## Exercise
Each line in the listing below that includes "roads" should be counted; give the total and nothing more.

## Data for analysis
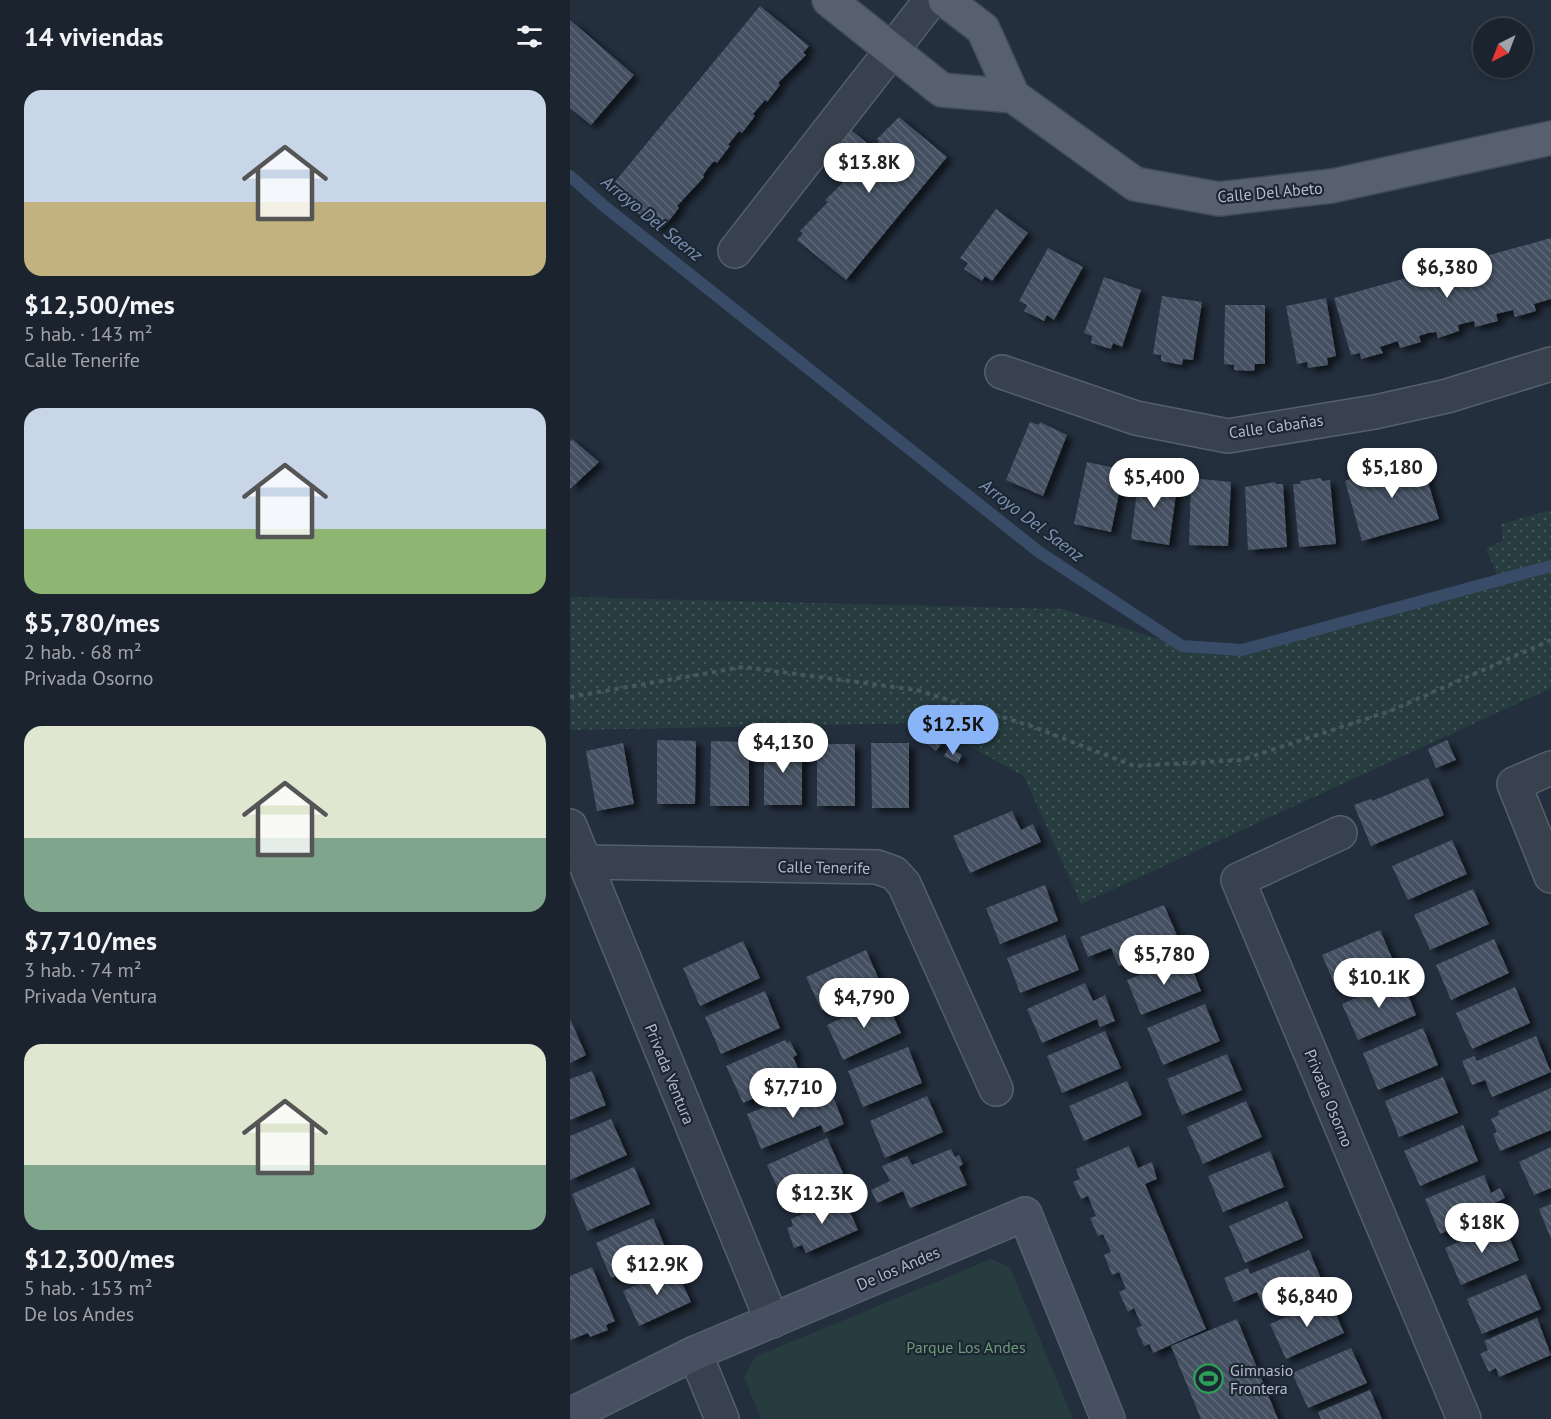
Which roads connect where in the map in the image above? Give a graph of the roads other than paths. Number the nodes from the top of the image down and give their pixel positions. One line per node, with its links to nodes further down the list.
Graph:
1 (830, 0): 4 (main road)
2 (931, 0): 4 (street)
3 (945, 0): 5 (main road, Calle Del Abeto)
4 (893, 51): 5 (main road); 7 (street)
5 (1013, 96): 6 (main road, Calle Del Abeto)
6 (1551, 138)
7 (735, 251)
8 (1551, 364): 9 (street, Calle Cabañas)
9 (1002, 372)
10 (1551, 768): 14 (street)
11 (570, 826): 13 (street, Privada Ventura)
12 (1340, 833): 21 (street, Privada Osorno)
13 (586, 862): 15 (street, Calle Tenerife); 16 (street, Privada Ventura)
14 (1551, 876)
15 (996, 1089)
16 (772, 1321): 17 (street, De los Andes); 20 (street, De los Andes)
17 (695, 1353): 18 (street, De los Andes); 19 (street)
18 (570, 1415)
19 (722, 1419)
20 (1108, 1419)
21 (1464, 1419)

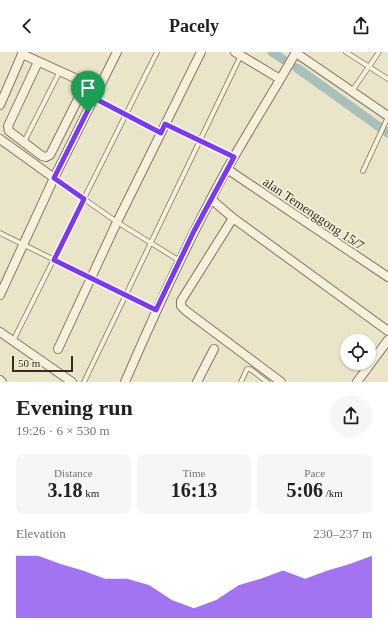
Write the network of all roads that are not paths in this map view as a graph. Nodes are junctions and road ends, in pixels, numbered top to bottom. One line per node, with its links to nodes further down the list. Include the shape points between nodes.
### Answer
1 (117, 52): 15 (street)
2 (157, 52): 19 (lane)
3 (201, 52): 21 (street)
4 (346, 52): 10 (lane)
5 (379, 52): 10 (lane)
6 (22, 53): 9 (street); 18 (street)
7 (296, 53): 12 (street); 16 (street)
8 (238, 54): 12 (street); 24 (lane)
9 (38, 62): 11 (street); 25 (street, via 8,126 9,131)
10 (369, 67): 13 (lane); 16 (lane)
11 (60, 71): 14 (street); 25 (lane)
12 (280, 79): 26 (street)
13 (388, 79)
14 (86, 83): 15 (street); 25 (street, via 50,155 42,156)
15 (99, 89): 17 (street)
16 (352, 92): 20 (street)
17 (94, 98): 19 (lane); 29 (street)
18 (0, 105)
19 (126, 115): 22 (lane); 30 (lane)
20 (388, 117): 28 (lane)
21 (165, 124): 22 (street); 24 (lane)
22 (161, 133): 33 (street)
23 (0, 139): 29 (street)
24 (200, 140): 26 (lane); 35 (lane)
25 (24, 142)
26 (234, 157): 27 (street)
27 (227, 169): 31 (street); 39 (street, alan Temenggong 15/7)
28 (363, 171)
29 (54, 178): 30 (lane); 36 (street)
30 (84, 199): 33 (lane); 37 (lane)
31 (211, 199): 32 (street); 38 (street)
32 (233, 218): 44 (street); 58 (street, via 181,300 182,306)
33 (117, 222): 35 (lane); 40 (street)
34 (0, 233): 36 (lane)
35 (150, 243): 38 (lane); 42 (lane)
36 (23, 245): 37 (lane); 41 (street)
37 (54, 260): 40 (lane); 47 (lane)
38 (180, 261): 43 (street)
39 (388, 277)
40 (91, 278): 42 (lane); 48 (street)
41 (0, 295)
42 (125, 295): 43 (lane); 53 (lane)
43 (156, 310): 54 (street)
44 (388, 331)
45 (0, 332): 47 (street)
46 (388, 340): 59 (street)
47 (13, 342): 52 (street)
48 (58, 349)
49 (214, 350): 55 (street)
50 (0, 380): 51 (street)
51 (2, 382)
52 (72, 382)
53 (84, 382)
54 (125, 382)
55 (197, 382)
56 (241, 382): 57 (lane, via 250,369)
57 (267, 382)
58 (281, 382)
59 (357, 382)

## Completed task
2